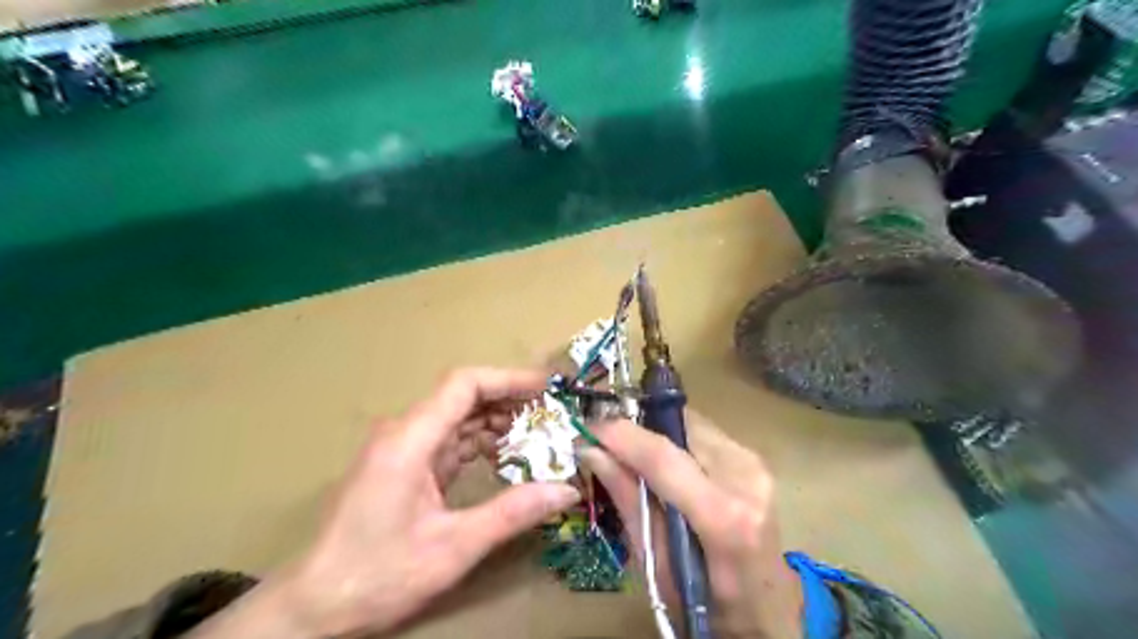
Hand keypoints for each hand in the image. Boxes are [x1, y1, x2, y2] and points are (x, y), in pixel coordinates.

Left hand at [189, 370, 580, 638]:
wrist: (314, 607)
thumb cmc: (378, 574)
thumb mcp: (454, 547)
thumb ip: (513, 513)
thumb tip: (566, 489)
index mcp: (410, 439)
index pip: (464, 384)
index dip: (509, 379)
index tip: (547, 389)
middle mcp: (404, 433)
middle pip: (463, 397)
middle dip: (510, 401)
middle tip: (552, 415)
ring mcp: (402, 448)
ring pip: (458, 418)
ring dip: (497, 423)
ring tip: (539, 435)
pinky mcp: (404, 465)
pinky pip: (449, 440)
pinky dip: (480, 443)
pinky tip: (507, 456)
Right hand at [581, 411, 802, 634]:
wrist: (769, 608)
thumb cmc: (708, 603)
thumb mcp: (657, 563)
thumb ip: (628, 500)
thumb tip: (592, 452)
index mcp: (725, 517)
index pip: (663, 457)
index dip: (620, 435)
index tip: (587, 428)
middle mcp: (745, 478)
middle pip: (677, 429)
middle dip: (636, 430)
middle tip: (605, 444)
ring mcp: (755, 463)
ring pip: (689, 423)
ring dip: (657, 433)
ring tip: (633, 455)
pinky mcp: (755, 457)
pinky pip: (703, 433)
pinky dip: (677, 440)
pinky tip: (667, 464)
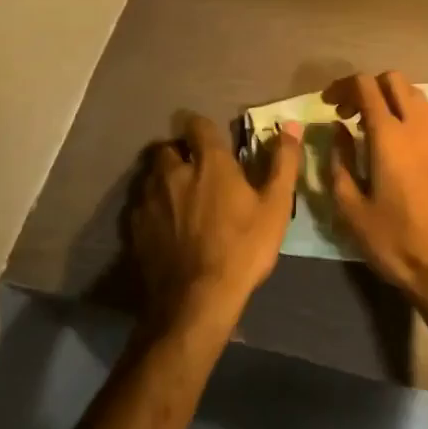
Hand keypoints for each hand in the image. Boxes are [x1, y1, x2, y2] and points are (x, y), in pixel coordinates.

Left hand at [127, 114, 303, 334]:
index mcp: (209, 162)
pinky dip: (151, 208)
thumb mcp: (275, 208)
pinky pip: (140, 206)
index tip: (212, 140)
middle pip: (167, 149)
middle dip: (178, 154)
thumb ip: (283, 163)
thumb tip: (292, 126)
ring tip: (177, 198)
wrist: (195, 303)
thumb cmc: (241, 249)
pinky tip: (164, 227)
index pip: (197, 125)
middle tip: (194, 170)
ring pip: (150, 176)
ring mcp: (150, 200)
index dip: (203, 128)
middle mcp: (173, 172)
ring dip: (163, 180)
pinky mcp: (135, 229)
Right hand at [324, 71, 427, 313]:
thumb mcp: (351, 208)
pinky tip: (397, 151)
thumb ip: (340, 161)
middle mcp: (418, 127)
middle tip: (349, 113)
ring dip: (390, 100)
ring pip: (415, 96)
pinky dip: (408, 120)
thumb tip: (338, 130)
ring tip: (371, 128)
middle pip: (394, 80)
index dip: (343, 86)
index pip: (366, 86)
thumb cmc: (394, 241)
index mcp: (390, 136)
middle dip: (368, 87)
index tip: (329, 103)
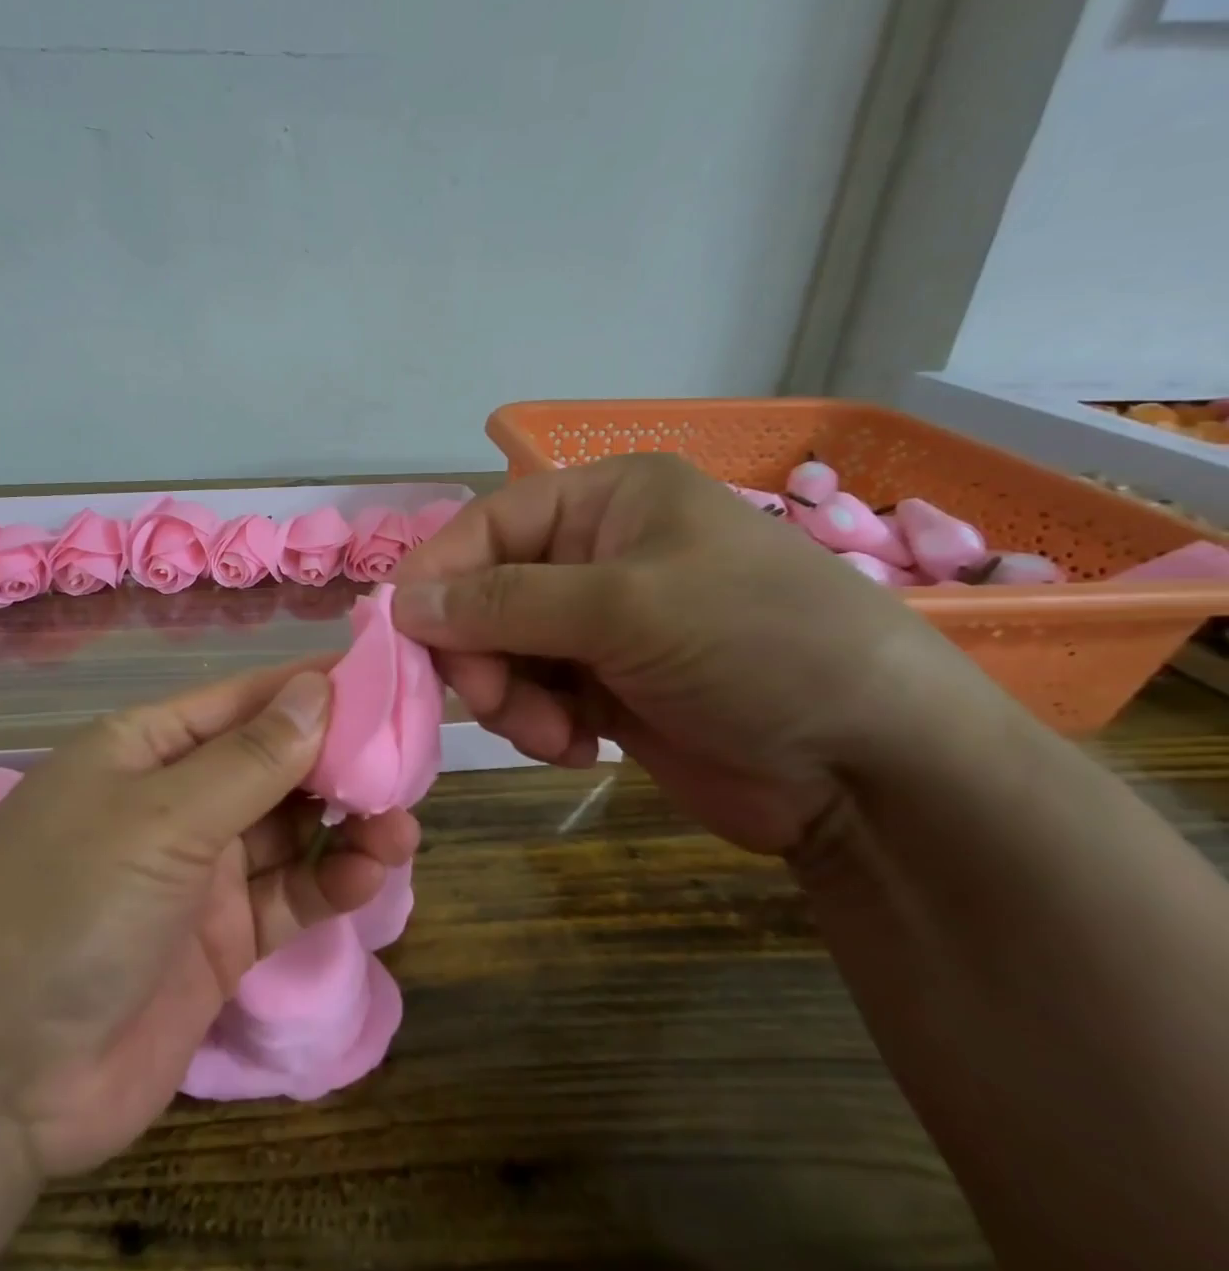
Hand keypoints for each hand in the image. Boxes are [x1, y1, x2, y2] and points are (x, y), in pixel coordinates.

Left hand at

------------------------------------------------------------------------

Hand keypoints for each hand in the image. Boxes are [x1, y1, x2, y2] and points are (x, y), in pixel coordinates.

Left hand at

------------------------------------------------------------------------

When you reach the line containing "wrist: (314, 607)" in the data above, start copying exactly, and stop after the line containing "ring dip: (657, 433)".

ANSWER BOX:
wrist: (314, 607)
thumb cmc: (378, 574)
thumb mcp: (454, 547)
thumb ip: (513, 513)
thumb tip: (566, 489)
index mcp: (410, 439)
index pip: (464, 384)
index dip: (509, 379)
index tip: (547, 389)
middle mcp: (404, 433)
middle pip: (463, 397)
middle dip: (510, 401)
middle tip: (552, 415)
ring mcp: (402, 448)
ring pip: (458, 418)
ring dip: (497, 423)
ring tip: (539, 435)
pinky mcp: (404, 465)
pinky pip: (449, 440)
pinky dip: (480, 443)
pinky tip: (507, 456)
Right hand at [581, 411, 802, 634]:
wrist: (769, 608)
thumb cmc: (708, 603)
thumb mcp: (657, 563)
thumb ip: (628, 500)
thumb tip: (592, 452)
index mcp: (725, 517)
index pip: (663, 457)
index dip: (620, 435)
index tip: (587, 428)
middle mcp: (745, 478)
middle pip: (677, 429)
middle dip: (636, 430)
middle tip: (605, 444)
ring mcp: (755, 463)
ring pip: (689, 423)
ring dip: (657, 433)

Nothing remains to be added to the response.